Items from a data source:
╭──

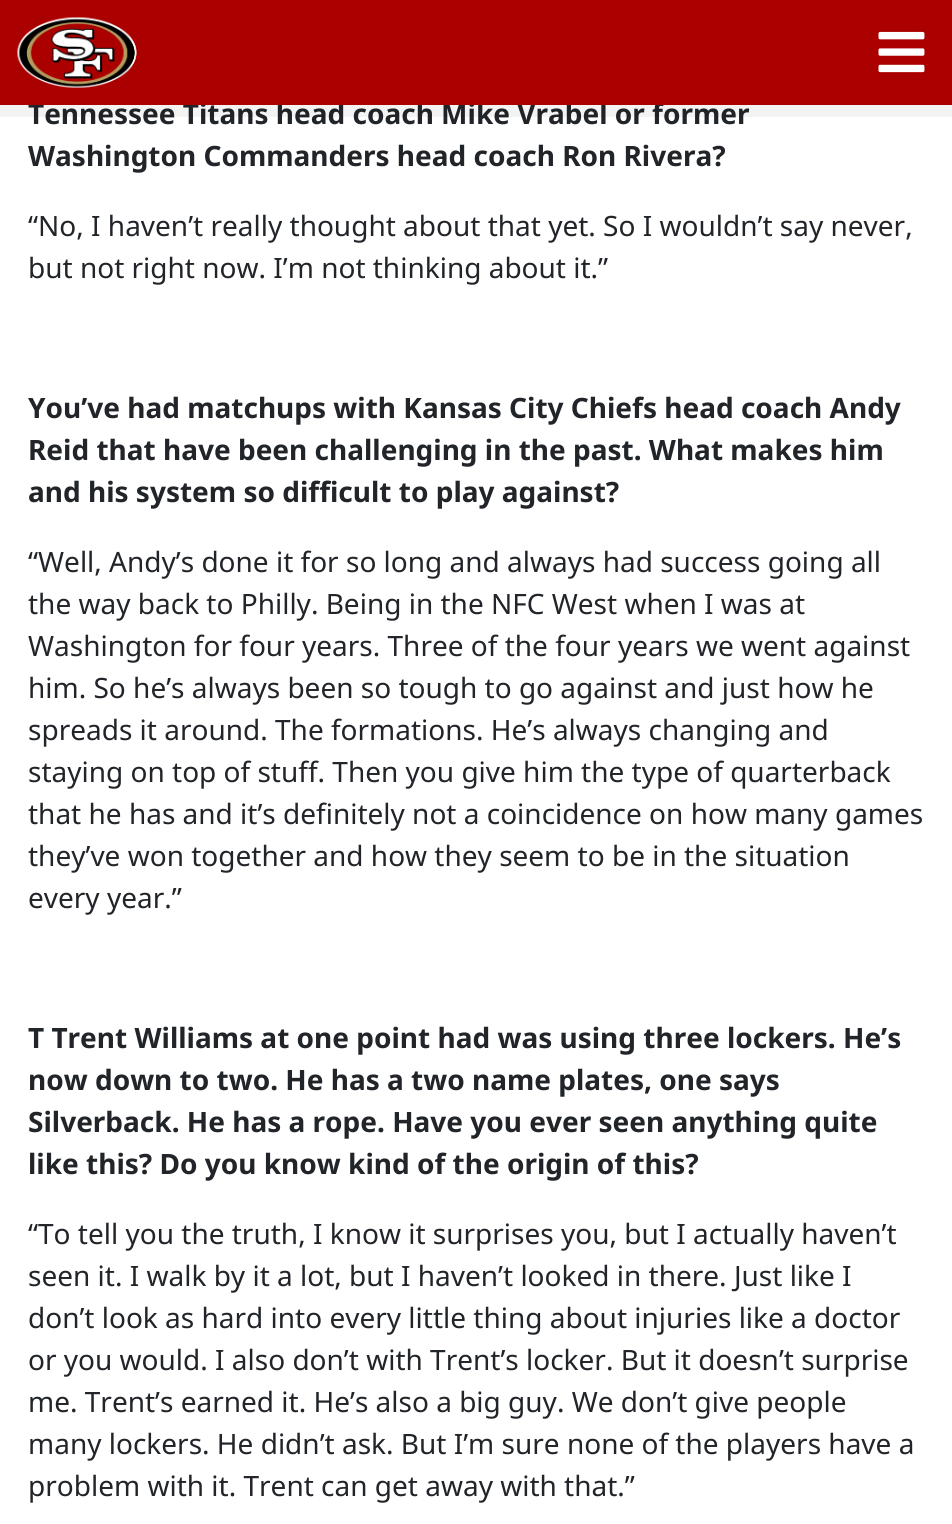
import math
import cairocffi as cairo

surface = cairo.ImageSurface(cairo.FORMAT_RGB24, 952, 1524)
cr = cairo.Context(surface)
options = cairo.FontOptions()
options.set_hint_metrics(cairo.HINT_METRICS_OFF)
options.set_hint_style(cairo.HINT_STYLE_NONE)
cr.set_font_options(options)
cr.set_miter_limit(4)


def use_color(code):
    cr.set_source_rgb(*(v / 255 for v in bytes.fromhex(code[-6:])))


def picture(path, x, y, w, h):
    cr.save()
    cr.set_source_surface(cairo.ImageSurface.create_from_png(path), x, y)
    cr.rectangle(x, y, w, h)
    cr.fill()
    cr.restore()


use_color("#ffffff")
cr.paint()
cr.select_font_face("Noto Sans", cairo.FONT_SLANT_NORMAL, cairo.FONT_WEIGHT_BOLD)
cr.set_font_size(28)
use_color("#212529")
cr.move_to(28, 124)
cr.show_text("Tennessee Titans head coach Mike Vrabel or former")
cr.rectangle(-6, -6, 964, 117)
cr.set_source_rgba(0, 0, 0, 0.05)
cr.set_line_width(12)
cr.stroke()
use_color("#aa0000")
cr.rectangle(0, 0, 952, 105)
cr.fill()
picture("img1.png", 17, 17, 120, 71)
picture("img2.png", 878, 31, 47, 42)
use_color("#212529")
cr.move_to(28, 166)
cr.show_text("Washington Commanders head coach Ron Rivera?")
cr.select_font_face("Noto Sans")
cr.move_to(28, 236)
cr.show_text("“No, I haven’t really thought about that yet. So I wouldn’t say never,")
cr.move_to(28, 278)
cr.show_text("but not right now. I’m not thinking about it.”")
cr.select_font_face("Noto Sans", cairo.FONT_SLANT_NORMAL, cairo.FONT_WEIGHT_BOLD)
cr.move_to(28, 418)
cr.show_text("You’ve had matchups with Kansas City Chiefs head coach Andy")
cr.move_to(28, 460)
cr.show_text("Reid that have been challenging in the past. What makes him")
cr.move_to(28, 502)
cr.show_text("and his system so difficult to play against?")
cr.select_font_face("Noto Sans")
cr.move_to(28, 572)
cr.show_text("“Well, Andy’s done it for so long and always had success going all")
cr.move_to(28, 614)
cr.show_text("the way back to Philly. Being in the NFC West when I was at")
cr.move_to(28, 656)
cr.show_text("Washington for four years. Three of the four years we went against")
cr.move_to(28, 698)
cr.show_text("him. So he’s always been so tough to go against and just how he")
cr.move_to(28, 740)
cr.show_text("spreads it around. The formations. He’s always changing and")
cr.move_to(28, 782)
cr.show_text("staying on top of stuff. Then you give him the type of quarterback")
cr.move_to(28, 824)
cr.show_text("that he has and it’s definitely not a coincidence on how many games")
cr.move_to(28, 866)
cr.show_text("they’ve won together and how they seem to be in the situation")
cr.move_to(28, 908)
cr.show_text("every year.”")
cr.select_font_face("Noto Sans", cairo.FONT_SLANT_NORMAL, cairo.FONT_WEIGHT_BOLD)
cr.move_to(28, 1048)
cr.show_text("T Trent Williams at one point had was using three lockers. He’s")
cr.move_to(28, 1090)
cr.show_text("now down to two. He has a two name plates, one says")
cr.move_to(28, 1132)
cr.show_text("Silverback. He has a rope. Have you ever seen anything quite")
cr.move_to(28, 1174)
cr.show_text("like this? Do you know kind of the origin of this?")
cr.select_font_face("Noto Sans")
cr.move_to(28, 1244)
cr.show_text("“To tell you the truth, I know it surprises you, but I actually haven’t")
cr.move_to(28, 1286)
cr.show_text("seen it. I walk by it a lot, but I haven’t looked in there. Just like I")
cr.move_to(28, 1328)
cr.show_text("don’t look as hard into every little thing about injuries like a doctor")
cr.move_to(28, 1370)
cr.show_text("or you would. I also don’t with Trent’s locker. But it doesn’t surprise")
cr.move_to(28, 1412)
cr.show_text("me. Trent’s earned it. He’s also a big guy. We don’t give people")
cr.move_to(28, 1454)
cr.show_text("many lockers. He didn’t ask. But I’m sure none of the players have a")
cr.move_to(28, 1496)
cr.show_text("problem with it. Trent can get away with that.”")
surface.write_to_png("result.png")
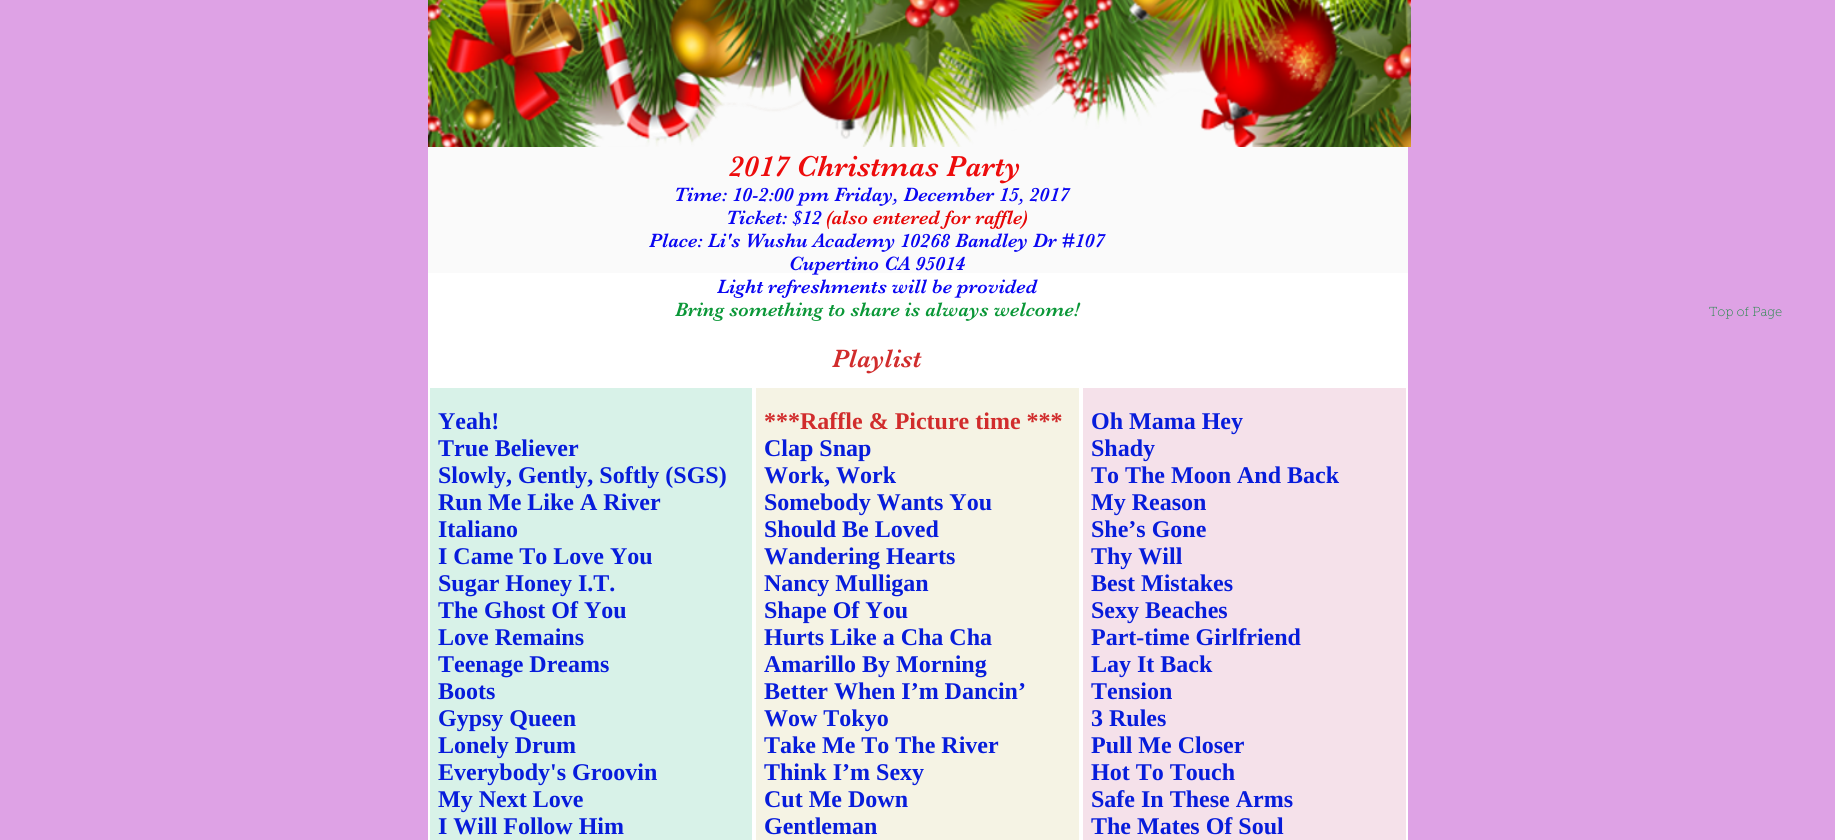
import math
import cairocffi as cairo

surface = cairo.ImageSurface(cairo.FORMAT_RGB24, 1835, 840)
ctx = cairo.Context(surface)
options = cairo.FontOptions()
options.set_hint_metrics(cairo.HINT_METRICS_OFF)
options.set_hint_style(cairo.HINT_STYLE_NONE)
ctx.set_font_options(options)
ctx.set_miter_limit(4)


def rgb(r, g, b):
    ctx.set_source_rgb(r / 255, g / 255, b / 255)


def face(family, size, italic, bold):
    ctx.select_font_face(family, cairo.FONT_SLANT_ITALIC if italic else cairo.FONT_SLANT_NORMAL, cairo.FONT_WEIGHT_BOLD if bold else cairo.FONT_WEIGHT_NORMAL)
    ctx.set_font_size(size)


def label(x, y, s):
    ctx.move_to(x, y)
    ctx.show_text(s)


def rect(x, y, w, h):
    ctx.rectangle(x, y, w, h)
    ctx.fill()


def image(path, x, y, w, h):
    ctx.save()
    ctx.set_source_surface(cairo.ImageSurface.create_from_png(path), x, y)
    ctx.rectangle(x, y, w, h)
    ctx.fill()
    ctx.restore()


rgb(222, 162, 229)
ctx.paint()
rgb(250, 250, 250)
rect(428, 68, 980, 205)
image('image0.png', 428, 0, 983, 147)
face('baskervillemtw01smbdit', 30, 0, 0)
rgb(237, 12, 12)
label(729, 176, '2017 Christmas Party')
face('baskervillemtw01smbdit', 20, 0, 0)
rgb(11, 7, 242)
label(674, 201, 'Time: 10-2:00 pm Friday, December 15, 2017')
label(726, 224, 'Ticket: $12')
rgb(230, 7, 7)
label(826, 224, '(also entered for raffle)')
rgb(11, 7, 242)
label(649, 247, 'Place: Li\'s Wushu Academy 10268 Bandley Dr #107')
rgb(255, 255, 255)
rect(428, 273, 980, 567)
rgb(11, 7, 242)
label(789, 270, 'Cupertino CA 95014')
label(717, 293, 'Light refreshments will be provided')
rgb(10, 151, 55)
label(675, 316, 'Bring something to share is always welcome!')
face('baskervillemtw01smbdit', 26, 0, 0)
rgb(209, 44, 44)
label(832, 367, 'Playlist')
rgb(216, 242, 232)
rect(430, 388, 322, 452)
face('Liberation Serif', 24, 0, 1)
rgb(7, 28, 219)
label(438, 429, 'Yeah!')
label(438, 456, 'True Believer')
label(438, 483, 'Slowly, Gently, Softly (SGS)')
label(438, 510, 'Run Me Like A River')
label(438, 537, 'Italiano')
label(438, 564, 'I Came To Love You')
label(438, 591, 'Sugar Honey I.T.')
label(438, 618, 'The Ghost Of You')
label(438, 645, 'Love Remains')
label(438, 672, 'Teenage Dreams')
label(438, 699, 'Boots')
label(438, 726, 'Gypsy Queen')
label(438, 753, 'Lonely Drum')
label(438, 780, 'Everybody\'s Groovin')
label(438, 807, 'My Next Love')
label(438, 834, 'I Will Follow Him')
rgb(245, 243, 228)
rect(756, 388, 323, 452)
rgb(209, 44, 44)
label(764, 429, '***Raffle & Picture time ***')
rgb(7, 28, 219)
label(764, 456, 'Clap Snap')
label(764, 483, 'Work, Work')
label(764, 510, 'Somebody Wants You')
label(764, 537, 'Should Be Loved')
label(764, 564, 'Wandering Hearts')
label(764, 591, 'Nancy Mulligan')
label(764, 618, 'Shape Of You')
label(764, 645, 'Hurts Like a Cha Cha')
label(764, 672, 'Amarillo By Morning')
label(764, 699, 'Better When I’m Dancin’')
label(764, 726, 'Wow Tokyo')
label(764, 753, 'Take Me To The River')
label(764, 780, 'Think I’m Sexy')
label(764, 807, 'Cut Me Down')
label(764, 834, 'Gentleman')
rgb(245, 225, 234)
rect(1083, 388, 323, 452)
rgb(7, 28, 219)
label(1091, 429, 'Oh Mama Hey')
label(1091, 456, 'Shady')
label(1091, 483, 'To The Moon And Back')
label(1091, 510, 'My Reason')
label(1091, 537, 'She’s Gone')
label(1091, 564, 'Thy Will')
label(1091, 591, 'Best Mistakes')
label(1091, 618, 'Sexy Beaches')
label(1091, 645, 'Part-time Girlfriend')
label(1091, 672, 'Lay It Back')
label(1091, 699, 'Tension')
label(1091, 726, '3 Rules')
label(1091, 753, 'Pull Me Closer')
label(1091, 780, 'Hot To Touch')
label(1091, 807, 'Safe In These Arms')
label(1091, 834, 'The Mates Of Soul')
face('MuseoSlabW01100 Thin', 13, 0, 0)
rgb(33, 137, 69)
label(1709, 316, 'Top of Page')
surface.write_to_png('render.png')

╰──

**PROBLEM DESCRIPTION**
Reproduce the data above word for word from its first line through the line that holds "cr.move_to(28, 166)", both ends included; skip pictures.

**RESPONSE TO THE EXERCISE**
import math
import cairocffi as cairo

surface = cairo.ImageSurface(cairo.FORMAT_RGB24, 952, 1524)
cr = cairo.Context(surface)
options = cairo.FontOptions()
options.set_hint_metrics(cairo.HINT_METRICS_OFF)
options.set_hint_style(cairo.HINT_STYLE_NONE)
cr.set_font_options(options)
cr.set_miter_limit(4)


def use_color(code):
    cr.set_source_rgb(*(v / 255 for v in bytes.fromhex(code[-6:])))


def picture(path, x, y, w, h):
    cr.save()
    cr.set_source_surface(cairo.ImageSurface.create_from_png(path), x, y)
    cr.rectangle(x, y, w, h)
    cr.fill()
    cr.restore()


use_color("#ffffff")
cr.paint()
cr.select_font_face("Noto Sans", cairo.FONT_SLANT_NORMAL, cairo.FONT_WEIGHT_BOLD)
cr.set_font_size(28)
use_color("#212529")
cr.move_to(28, 124)
cr.show_text("Tennessee Titans head coach Mike Vrabel or former")
cr.rectangle(-6, -6, 964, 117)
cr.set_source_rgba(0, 0, 0, 0.05)
cr.set_line_width(12)
cr.stroke()
use_color("#aa0000")
cr.rectangle(0, 0, 952, 105)
cr.fill()
picture("img1.png", 17, 17, 120, 71)
picture("img2.png", 878, 31, 47, 42)
use_color("#212529")
cr.move_to(28, 166)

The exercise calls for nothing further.